The Financial Planning Coalition is a strong supporter of H.R. 1627 as the most cost-effective, efficient and industry-supported way of providing the SEC with the necessary resources to protect American investors – particularly in light of Congress’ failure to appropriate sufficient funds. Due to a chronic lack of resources, the SEC currently is able to examine only about nine percent of the approximately 11,000 investment advisers registered with the agency. This amounts to investment advisers being examined at the unacceptable rate of about once every 11 years.
H.R. 1627 is a targeted solution to the persistent resource gap at the SEC that would: 1) limit the use of collected fees to the SEC’s examination program; 2) require that the SEC determine the fees through a public rulemaking; 3) require the SEC to take into account factors such as the investment adviser’s size and assets under management when determining a fee; and 4) require the Comptroller General to conduct an audit of the funds’ use every two years.

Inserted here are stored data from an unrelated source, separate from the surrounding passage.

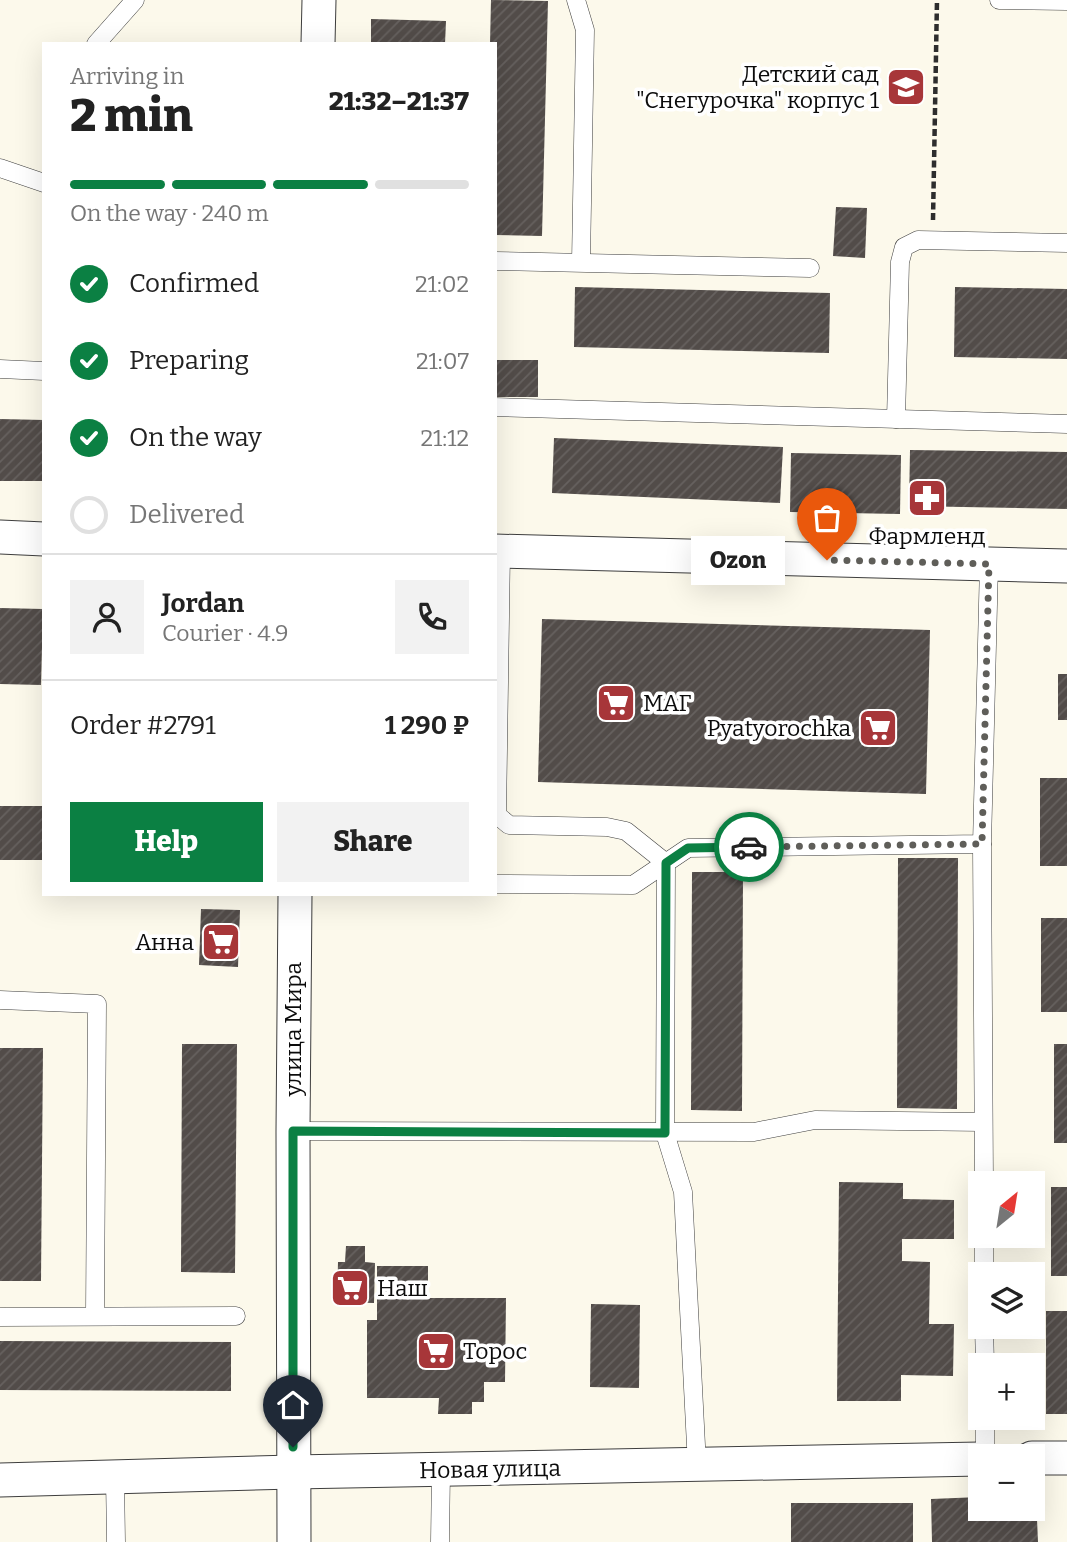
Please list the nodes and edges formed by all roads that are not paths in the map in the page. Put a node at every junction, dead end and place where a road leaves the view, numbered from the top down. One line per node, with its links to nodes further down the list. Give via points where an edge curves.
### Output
1 (135, 0): 6 (lane)
2 (319, 0): 7 (street)
3 (576, 0): 12 (lane, via 585,30)
4 (999, 0): 5 (lane)
5 (1067, 1)
6 (98, 42)
7 (318, 42)
8 (0, 167): 9 (lane)
9 (42, 182)
10 (1067, 243): 17 (lane, via 933,239 904,247)
11 (497, 261): 12 (lane)
12 (581, 262): 13 (lane)
13 (810, 268)
14 (0, 369): 15 (lane)
15 (42, 371)
16 (497, 407): 17 (lane)
17 (896, 419): 18 (lane)
18 (1067, 424)
19 (0, 537): 20 (street)
20 (42, 539)
21 (498, 551): 22 (street); 25 (lane, via 497,814 509,825 626,831)
22 (989, 564): 23 (street); 24 (lane)
23 (1067, 566)
24 (982, 844): 25 (lane, via 688,848); 29 (lane)
25 (666, 863): 26 (lane, via 633,885); 31 (lane)
26 (497, 884)
27 (295, 896): 30 (street, улица Мира)
28 (0, 1000): 33 (lane, via 97,1004)
29 (984, 1122): 31 (lane, via 815,1120 754,1132); 32 (lane)
30 (293, 1131): 31 (lane); 41 (street, улица Мира)
31 (665, 1133): 39 (lane, via 683,1192)
32 (984, 1171)
33 (95, 1315): 34 (lane); 35 (lane)
34 (236, 1315)
35 (0, 1317)
36 (1045, 1458): 37 (street)
37 (1067, 1458)
38 (968, 1460): 39 (street, Новая улица)
39 (697, 1465): 40 (street, Новая улица)
40 (441, 1470): 41 (street, Новая улица); 46 (lane)
41 (293, 1472): 42 (street, Новая улица); 45 (street, улица Мира)
42 (115, 1477): 43 (street, Новая улица); 44 (lane)
43 (0, 1480)
44 (117, 1542)
45 (294, 1542)
46 (440, 1542)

Ted Knutson of Financial Advisor reports that several consumer advocates have forcefully criticized SEC Chair Mary Jo White for slow and weak investor protection rulemaking, including the Commission’s failure to adopt a uniform fiduciary standard.
Excerpt– Securities and Exchange Commission Chairman Mary Jo White was attacked for slow and weak investor protection rulemaking by several consumer advocates in e-mails and conversations with Financial Advisor magazine.
“Investor protection under Chair White has been virtually nonexistent. Her positions in the crowdfunding and private offering rulemakings and her false promises regarding the fiduciary duty reflect a strong anti-investor bent,” said SEC Investor Advisory Committee member and University of Mississippi Law Professor Mercer Bullard on Tuesday.
Mark Schoeff of Investment News reports that the spending bill passed by the House of Representatives on June 16 raises the SEC’s budget by $50 million, but is $300 million less than the SEC needs to strengthen investment adviser oversight. Efforts by Rep. Maxine Waters (D-CA) to attach an amendment allowing the SEC to charge user fees to make up for this budget shortfall were unsuccessful. The bill also includes an amendment barring the SEC from imposing a fiduciary standard on broker-dealers during the federal fiscal year beginning October 1.
Excerpt– The House of Representatives approved a spending bill Wednesday that denies the Securities and Exchange Commission the funding it says it needs to strengthen investment adviser oversight.
In a 228-195 vote, the House passed a $21.3 billion appropriations bill that funds the SEC, Treasury Department and many other agencies. The measure gives the SEC a $50 million budget increase, about $300 million less than the agency requested. Under the bill, the SEC would operate on a $1.4 billion budget in fiscal 2015, which begins on Oct. 1.